··· Data supplied ···
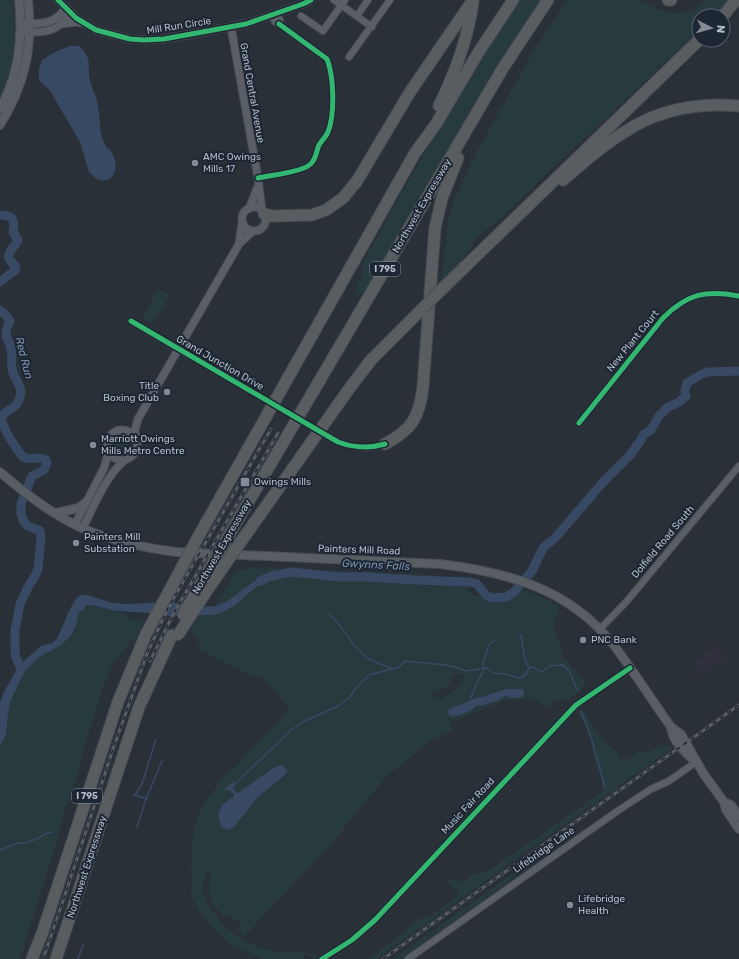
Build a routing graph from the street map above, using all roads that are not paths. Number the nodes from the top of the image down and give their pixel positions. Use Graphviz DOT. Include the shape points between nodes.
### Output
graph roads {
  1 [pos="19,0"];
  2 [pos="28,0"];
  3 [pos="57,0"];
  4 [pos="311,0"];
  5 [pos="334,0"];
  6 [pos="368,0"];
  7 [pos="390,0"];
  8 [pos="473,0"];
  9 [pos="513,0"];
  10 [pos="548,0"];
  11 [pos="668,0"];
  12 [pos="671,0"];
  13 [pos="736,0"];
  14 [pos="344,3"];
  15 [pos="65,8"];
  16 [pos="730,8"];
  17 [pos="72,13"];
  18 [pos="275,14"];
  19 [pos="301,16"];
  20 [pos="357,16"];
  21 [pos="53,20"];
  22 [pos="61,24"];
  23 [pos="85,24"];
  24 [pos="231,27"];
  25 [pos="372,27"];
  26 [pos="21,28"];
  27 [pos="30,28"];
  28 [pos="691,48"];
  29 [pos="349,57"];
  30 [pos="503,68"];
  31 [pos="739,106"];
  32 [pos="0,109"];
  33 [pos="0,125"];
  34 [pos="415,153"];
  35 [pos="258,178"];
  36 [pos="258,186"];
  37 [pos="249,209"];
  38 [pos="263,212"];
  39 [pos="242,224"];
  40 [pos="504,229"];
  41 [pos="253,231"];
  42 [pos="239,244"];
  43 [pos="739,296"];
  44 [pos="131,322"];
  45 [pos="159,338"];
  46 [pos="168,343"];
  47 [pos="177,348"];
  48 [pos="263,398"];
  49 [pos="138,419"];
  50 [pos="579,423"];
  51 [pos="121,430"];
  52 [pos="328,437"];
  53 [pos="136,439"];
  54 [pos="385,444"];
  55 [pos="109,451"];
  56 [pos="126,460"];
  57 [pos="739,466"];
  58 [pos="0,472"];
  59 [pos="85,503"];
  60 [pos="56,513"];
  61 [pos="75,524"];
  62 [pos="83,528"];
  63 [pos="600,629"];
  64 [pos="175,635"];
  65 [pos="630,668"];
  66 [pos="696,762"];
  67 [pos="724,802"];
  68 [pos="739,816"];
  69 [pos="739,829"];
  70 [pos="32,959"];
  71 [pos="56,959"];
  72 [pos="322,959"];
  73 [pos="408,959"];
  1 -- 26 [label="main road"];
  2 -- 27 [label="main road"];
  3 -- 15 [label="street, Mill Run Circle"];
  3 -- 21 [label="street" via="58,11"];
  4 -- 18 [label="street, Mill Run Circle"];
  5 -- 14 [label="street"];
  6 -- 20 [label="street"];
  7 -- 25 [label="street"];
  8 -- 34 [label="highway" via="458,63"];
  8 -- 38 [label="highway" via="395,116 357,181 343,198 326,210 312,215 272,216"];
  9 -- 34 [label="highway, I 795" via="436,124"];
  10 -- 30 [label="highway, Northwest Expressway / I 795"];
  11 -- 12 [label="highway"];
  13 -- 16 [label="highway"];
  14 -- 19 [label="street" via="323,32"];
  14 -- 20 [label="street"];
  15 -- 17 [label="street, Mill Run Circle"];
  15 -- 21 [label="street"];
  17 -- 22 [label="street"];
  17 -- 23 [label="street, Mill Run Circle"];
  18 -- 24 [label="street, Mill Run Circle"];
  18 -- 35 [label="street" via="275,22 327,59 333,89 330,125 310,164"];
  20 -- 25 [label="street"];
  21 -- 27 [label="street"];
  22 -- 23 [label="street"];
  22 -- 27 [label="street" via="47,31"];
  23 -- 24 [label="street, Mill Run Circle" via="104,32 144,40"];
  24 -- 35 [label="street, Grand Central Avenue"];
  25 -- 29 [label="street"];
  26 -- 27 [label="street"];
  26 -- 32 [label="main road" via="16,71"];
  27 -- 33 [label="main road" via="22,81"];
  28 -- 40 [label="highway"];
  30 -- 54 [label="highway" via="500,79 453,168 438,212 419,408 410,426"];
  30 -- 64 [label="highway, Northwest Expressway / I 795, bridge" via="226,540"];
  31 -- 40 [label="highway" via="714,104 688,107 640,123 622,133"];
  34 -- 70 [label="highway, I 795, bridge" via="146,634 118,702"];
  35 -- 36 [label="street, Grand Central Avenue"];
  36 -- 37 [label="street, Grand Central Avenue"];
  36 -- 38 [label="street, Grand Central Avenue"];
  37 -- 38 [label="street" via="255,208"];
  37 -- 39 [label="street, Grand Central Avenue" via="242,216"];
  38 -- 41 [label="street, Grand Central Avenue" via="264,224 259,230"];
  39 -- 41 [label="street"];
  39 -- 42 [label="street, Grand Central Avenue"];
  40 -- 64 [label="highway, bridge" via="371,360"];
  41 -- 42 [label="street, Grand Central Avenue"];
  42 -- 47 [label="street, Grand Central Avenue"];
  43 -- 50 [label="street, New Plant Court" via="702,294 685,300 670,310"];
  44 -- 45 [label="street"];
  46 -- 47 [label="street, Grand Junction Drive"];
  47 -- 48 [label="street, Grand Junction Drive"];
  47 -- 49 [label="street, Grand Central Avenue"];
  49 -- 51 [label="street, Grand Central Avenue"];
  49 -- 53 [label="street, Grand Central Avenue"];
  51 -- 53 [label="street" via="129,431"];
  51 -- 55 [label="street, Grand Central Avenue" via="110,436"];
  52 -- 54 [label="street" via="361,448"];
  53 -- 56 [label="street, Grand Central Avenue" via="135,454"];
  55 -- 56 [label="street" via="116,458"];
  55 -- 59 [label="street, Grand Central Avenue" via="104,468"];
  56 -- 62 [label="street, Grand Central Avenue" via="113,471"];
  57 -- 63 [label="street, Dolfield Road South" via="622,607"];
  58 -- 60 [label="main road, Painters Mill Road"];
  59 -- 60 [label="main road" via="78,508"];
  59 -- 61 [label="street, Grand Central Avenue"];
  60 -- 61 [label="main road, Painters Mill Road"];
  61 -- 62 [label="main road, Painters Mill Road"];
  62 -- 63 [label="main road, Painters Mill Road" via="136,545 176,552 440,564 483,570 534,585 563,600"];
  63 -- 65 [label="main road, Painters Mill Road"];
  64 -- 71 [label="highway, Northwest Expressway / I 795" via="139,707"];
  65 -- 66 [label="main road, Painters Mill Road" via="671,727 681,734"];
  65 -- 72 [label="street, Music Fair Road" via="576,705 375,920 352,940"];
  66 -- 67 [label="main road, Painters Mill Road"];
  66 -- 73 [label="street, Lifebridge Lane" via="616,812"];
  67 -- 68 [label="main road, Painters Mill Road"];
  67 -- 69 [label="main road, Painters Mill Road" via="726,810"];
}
···
**Task prompt**
Reproduce the records above exactly, excluding every picture.

**Task solution**
Build a routing graph from the street map above, using all roads that are not paths. Number the nodes from the top of the image down and give their pixel positions. Use Graphviz DOT. Include the shape points between nodes.
### Output
graph roads {
  1 [pos="19,0"];
  2 [pos="28,0"];
  3 [pos="57,0"];
  4 [pos="311,0"];
  5 [pos="334,0"];
  6 [pos="368,0"];
  7 [pos="390,0"];
  8 [pos="473,0"];
  9 [pos="513,0"];
  10 [pos="548,0"];
  11 [pos="668,0"];
  12 [pos="671,0"];
  13 [pos="736,0"];
  14 [pos="344,3"];
  15 [pos="65,8"];
  16 [pos="730,8"];
  17 [pos="72,13"];
  18 [pos="275,14"];
  19 [pos="301,16"];
  20 [pos="357,16"];
  21 [pos="53,20"];
  22 [pos="61,24"];
  23 [pos="85,24"];
  24 [pos="231,27"];
  25 [pos="372,27"];
  26 [pos="21,28"];
  27 [pos="30,28"];
  28 [pos="691,48"];
  29 [pos="349,57"];
  30 [pos="503,68"];
  31 [pos="739,106"];
  32 [pos="0,109"];
  33 [pos="0,125"];
  34 [pos="415,153"];
  35 [pos="258,178"];
  36 [pos="258,186"];
  37 [pos="249,209"];
  38 [pos="263,212"];
  39 [pos="242,224"];
  40 [pos="504,229"];
  41 [pos="253,231"];
  42 [pos="239,244"];
  43 [pos="739,296"];
  44 [pos="131,322"];
  45 [pos="159,338"];
  46 [pos="168,343"];
  47 [pos="177,348"];
  48 [pos="263,398"];
  49 [pos="138,419"];
  50 [pos="579,423"];
  51 [pos="121,430"];
  52 [pos="328,437"];
  53 [pos="136,439"];
  54 [pos="385,444"];
  55 [pos="109,451"];
  56 [pos="126,460"];
  57 [pos="739,466"];
  58 [pos="0,472"];
  59 [pos="85,503"];
  60 [pos="56,513"];
  61 [pos="75,524"];
  62 [pos="83,528"];
  63 [pos="600,629"];
  64 [pos="175,635"];
  65 [pos="630,668"];
  66 [pos="696,762"];
  67 [pos="724,802"];
  68 [pos="739,816"];
  69 [pos="739,829"];
  70 [pos="32,959"];
  71 [pos="56,959"];
  72 [pos="322,959"];
  73 [pos="408,959"];
  1 -- 26 [label="main road"];
  2 -- 27 [label="main road"];
  3 -- 15 [label="street, Mill Run Circle"];
  3 -- 21 [label="street" via="58,11"];
  4 -- 18 [label="street, Mill Run Circle"];
  5 -- 14 [label="street"];
  6 -- 20 [label="street"];
  7 -- 25 [label="street"];
  8 -- 34 [label="highway" via="458,63"];
  8 -- 38 [label="highway" via="395,116 357,181 343,198 326,210 312,215 272,216"];
  9 -- 34 [label="highway, I 795" via="436,124"];
  10 -- 30 [label="highway, Northwest Expressway / I 795"];
  11 -- 12 [label="highway"];
  13 -- 16 [label="highway"];
  14 -- 19 [label="street" via="323,32"];
  14 -- 20 [label="street"];
  15 -- 17 [label="street, Mill Run Circle"];
  15 -- 21 [label="street"];
  17 -- 22 [label="street"];
  17 -- 23 [label="street, Mill Run Circle"];
  18 -- 24 [label="street, Mill Run Circle"];
  18 -- 35 [label="street" via="275,22 327,59 333,89 330,125 310,164"];
  20 -- 25 [label="street"];
  21 -- 27 [label="street"];
  22 -- 23 [label="street"];
  22 -- 27 [label="street" via="47,31"];
  23 -- 24 [label="street, Mill Run Circle" via="104,32 144,40"];
  24 -- 35 [label="street, Grand Central Avenue"];
  25 -- 29 [label="street"];
  26 -- 27 [label="street"];
  26 -- 32 [label="main road" via="16,71"];
  27 -- 33 [label="main road" via="22,81"];
  28 -- 40 [label="highway"];
  30 -- 54 [label="highway" via="500,79 453,168 438,212 419,408 410,426"];
  30 -- 64 [label="highway, Northwest Expressway / I 795, bridge" via="226,540"];
  31 -- 40 [label="highway" via="714,104 688,107 640,123 622,133"];
  34 -- 70 [label="highway, I 795, bridge" via="146,634 118,702"];
  35 -- 36 [label="street, Grand Central Avenue"];
  36 -- 37 [label="street, Grand Central Avenue"];
  36 -- 38 [label="street, Grand Central Avenue"];
  37 -- 38 [label="street" via="255,208"];
  37 -- 39 [label="street, Grand Central Avenue" via="242,216"];
  38 -- 41 [label="street, Grand Central Avenue" via="264,224 259,230"];
  39 -- 41 [label="street"];
  39 -- 42 [label="street, Grand Central Avenue"];
  40 -- 64 [label="highway, bridge" via="371,360"];
  41 -- 42 [label="street, Grand Central Avenue"];
  42 -- 47 [label="street, Grand Central Avenue"];
  43 -- 50 [label="street, New Plant Court" via="702,294 685,300 670,310"];
  44 -- 45 [label="street"];
  46 -- 47 [label="street, Grand Junction Drive"];
  47 -- 48 [label="street, Grand Junction Drive"];
  47 -- 49 [label="street, Grand Central Avenue"];
  49 -- 51 [label="street, Grand Central Avenue"];
  49 -- 53 [label="street, Grand Central Avenue"];
  51 -- 53 [label="street" via="129,431"];
  51 -- 55 [label="street, Grand Central Avenue" via="110,436"];
  52 -- 54 [label="street" via="361,448"];
  53 -- 56 [label="street, Grand Central Avenue" via="135,454"];
  55 -- 56 [label="street" via="116,458"];
  55 -- 59 [label="street, Grand Central Avenue" via="104,468"];
  56 -- 62 [label="street, Grand Central Avenue" via="113,471"];
  57 -- 63 [label="street, Dolfield Road South" via="622,607"];
  58 -- 60 [label="main road, Painters Mill Road"];
  59 -- 60 [label="main road" via="78,508"];
  59 -- 61 [label="street, Grand Central Avenue"];
  60 -- 61 [label="main road, Painters Mill Road"];
  61 -- 62 [label="main road, Painters Mill Road"];
  62 -- 63 [label="main road, Painters Mill Road" via="136,545 176,552 440,564 483,570 534,585 563,600"];
  63 -- 65 [label="main road, Painters Mill Road"];
  64 -- 71 [label="highway, Northwest Expressway / I 795" via="139,707"];
  65 -- 66 [label="main road, Painters Mill Road" via="671,727 681,734"];
  65 -- 72 [label="street, Music Fair Road" via="576,705 375,920 352,940"];
  66 -- 67 [label="main road, Painters Mill Road"];
  66 -- 73 [label="street, Lifebridge Lane" via="616,812"];
  67 -- 68 [label="main road, Painters Mill Road"];
  67 -- 69 [label="main road, Painters Mill Road" via="726,810"];
}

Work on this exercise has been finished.